Weight loss goals vary by individual, but often people want to lose a certain amount of weight within a specific amount of time. If you have a more aggressive goal to lose 20 pounds in two months, it will require a combination of a strict diet and exercise regimen.
How Weight Loss Works
Video of the Day
Total energy expenditure (TEE) is made up of resting energy expenditure (REE, what's needed for basic body functions), the energy used during physical activity, and the energy used during digestion. By adjusting your diet and exercise routine, you can affect the number of calories consumed and/or expended to create a calorie deficit result in weight loss.

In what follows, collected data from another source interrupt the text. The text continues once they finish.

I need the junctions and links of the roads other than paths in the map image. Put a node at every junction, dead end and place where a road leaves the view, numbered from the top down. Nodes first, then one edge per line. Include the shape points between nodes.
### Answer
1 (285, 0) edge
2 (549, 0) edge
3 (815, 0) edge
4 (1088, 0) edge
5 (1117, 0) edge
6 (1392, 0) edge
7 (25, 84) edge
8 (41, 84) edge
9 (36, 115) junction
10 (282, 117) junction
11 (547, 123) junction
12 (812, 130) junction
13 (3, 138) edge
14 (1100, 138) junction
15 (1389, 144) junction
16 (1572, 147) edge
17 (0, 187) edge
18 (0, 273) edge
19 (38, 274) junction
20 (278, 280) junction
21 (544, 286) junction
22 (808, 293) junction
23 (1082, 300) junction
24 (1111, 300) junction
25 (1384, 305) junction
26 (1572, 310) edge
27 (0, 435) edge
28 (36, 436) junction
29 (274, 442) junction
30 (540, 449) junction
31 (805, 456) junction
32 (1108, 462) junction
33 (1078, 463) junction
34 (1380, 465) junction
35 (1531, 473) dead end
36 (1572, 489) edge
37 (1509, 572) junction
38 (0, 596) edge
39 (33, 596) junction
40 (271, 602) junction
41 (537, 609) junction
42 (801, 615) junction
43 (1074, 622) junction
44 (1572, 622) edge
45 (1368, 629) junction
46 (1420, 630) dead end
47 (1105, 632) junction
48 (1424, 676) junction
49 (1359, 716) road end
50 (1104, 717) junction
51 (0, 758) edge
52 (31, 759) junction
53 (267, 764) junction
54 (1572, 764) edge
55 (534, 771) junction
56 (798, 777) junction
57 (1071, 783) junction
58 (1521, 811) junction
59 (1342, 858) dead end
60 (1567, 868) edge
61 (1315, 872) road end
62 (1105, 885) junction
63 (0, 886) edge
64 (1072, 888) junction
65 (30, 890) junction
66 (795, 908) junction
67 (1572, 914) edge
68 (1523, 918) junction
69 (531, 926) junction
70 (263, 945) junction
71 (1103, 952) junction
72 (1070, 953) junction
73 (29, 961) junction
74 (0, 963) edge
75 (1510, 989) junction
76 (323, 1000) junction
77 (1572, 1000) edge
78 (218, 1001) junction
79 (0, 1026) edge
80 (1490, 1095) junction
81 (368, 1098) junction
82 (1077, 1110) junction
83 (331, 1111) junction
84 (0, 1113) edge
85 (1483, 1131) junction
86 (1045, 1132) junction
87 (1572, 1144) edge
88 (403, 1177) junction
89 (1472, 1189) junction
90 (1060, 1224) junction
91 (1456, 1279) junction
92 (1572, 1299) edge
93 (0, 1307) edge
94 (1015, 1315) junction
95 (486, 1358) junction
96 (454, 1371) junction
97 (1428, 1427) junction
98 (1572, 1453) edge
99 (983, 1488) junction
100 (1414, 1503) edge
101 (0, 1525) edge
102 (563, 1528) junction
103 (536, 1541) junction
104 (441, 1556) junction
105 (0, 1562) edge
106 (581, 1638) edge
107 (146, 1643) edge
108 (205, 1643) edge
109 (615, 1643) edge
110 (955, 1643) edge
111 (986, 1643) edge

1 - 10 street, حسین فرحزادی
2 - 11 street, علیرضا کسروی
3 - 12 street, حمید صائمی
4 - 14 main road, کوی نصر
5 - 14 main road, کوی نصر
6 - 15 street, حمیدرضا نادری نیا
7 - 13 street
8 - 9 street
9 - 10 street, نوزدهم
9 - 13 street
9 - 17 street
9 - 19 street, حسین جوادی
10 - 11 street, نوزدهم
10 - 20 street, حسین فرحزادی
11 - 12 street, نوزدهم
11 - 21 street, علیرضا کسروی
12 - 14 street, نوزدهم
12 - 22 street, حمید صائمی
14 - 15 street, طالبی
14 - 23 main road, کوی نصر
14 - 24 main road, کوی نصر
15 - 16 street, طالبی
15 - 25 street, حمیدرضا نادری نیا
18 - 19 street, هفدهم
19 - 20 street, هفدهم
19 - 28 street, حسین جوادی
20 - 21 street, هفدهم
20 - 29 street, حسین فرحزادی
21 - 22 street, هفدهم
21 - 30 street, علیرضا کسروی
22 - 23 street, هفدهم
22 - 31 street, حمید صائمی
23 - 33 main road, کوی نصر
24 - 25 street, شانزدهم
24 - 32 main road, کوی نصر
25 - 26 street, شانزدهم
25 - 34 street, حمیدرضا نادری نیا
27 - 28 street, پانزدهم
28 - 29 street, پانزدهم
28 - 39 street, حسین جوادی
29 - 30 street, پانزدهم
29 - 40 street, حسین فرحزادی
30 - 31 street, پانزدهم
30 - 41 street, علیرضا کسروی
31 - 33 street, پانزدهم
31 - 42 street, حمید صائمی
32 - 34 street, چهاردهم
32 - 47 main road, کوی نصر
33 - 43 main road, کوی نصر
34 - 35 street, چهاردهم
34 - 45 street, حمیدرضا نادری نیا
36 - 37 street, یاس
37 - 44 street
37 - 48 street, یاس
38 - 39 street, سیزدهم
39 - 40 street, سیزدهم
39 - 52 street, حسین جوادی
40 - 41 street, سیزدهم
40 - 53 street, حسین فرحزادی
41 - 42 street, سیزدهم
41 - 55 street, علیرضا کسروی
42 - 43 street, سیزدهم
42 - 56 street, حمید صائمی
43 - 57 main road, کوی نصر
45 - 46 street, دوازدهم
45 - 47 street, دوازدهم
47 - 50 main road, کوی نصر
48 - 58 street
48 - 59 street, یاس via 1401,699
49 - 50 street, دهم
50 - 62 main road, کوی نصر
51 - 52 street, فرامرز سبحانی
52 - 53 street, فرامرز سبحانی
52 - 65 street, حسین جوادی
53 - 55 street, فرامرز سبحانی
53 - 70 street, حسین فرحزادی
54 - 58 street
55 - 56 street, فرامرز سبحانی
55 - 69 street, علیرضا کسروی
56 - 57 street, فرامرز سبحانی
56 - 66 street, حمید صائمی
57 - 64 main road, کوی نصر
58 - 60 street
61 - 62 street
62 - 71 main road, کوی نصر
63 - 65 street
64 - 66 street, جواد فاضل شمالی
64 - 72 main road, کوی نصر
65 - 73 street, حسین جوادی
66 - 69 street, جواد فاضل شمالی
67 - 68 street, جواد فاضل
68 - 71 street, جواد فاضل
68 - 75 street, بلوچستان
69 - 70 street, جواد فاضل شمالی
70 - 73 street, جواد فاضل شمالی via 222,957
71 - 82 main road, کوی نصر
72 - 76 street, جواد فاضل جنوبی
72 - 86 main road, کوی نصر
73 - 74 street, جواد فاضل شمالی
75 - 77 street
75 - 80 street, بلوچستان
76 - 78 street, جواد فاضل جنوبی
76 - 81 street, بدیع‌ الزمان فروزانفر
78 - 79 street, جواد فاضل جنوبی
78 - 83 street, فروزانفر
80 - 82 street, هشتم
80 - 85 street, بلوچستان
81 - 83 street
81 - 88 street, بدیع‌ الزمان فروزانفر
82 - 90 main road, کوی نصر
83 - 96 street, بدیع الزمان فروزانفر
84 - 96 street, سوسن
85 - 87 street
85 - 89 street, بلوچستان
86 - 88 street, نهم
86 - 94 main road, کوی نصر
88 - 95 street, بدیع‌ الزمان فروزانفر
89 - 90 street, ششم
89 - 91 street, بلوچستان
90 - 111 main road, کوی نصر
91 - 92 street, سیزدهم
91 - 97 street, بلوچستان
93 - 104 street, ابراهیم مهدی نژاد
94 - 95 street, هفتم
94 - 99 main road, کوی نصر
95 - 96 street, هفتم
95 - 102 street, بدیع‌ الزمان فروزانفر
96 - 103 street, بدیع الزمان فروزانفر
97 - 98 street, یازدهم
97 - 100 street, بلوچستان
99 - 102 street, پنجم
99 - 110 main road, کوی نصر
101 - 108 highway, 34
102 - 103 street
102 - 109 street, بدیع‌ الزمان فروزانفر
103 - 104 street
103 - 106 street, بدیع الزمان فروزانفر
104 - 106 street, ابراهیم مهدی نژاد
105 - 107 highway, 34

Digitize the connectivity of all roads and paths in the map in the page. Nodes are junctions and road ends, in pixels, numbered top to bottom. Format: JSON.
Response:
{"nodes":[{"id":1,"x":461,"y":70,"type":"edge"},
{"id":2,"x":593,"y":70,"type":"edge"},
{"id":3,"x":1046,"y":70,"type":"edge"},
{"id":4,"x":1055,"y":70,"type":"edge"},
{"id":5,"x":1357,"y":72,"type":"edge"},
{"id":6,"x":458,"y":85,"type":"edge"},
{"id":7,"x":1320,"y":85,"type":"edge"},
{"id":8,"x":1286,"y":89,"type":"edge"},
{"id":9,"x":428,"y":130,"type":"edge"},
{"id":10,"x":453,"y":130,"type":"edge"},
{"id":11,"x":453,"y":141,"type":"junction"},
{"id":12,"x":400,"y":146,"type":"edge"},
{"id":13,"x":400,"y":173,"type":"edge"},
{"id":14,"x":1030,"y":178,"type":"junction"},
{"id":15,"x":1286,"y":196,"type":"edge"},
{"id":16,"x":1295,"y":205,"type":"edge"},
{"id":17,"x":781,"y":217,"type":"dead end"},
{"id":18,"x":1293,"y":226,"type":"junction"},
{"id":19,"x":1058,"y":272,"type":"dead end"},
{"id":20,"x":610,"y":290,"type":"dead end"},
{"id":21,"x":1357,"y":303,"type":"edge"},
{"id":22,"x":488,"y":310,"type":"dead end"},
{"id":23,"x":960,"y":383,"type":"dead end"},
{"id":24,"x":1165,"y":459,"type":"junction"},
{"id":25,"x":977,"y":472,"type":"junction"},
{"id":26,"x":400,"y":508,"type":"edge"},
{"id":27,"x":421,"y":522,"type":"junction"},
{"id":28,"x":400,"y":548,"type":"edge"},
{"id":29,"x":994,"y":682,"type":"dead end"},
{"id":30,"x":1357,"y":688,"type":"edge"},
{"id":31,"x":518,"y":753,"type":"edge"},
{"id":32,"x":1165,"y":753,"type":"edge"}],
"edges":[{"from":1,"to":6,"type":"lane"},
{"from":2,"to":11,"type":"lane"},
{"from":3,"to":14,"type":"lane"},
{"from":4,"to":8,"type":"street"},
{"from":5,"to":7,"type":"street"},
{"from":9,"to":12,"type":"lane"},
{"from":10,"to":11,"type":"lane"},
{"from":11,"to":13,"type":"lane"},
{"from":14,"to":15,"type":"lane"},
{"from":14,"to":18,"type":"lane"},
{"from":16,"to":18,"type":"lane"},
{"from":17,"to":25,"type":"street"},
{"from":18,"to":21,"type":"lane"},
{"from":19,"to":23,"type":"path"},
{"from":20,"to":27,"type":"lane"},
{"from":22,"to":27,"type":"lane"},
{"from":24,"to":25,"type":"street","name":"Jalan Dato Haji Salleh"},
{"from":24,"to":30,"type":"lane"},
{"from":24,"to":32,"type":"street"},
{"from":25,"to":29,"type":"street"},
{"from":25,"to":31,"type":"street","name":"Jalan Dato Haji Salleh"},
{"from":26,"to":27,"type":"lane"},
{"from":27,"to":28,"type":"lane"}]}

Read more: Healthy Ways to Lose Weight Fast
Although calorie restriction can result in short-term weight loss, it is not a long-term body weight management plan. A study published in April 2015 in the International Journal of Obesity showed that after weight loss, body functions such as appetite regulation and metabolism adjust to accomodate for a smaller body size. Thus, you cannot keep cutting calories and expect to see the same weight loss results over time. Genetics also play a factor in an individual's weight.
Lose 20 Pounds
To lose 20 pounds in two months, you have you lose about 2.5 pounds per week. According to the Centers for Disease Control and Prevention (CDC), healthy weight loss is in the range of 1-2 pounds per week, as people who lose weight gradually are more likely to keep it off.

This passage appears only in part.